Copy out each line of the listing that has the word "thumb" in it.

──────── Dataset ────────

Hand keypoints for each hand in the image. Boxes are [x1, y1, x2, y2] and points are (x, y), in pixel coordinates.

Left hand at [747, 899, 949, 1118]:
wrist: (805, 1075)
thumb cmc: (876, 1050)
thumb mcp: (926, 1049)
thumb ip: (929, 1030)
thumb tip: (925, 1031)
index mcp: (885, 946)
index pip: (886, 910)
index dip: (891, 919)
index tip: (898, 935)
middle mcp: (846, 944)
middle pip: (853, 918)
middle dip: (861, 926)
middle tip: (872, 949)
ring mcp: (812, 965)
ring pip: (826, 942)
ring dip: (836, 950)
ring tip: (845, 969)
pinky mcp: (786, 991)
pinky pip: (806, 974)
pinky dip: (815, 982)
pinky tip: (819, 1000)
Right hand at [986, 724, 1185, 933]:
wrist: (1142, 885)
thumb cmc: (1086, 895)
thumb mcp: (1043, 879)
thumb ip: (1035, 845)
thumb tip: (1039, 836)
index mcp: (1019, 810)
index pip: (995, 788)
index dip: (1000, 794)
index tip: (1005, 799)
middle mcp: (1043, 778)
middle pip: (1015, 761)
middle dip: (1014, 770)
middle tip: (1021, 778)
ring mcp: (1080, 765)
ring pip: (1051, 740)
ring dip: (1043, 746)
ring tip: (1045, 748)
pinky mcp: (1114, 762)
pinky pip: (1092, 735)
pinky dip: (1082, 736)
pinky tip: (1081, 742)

────────

### Solution
thumb cmc: (876, 1050)
thumb mcp: (926, 1049)
thumb ip: (929, 1030)
thumb tip: (925, 1031)
thumb cmc: (1086, 895)
thumb mcp: (1043, 879)
thumb ip: (1035, 845)
thumb tip: (1039, 836)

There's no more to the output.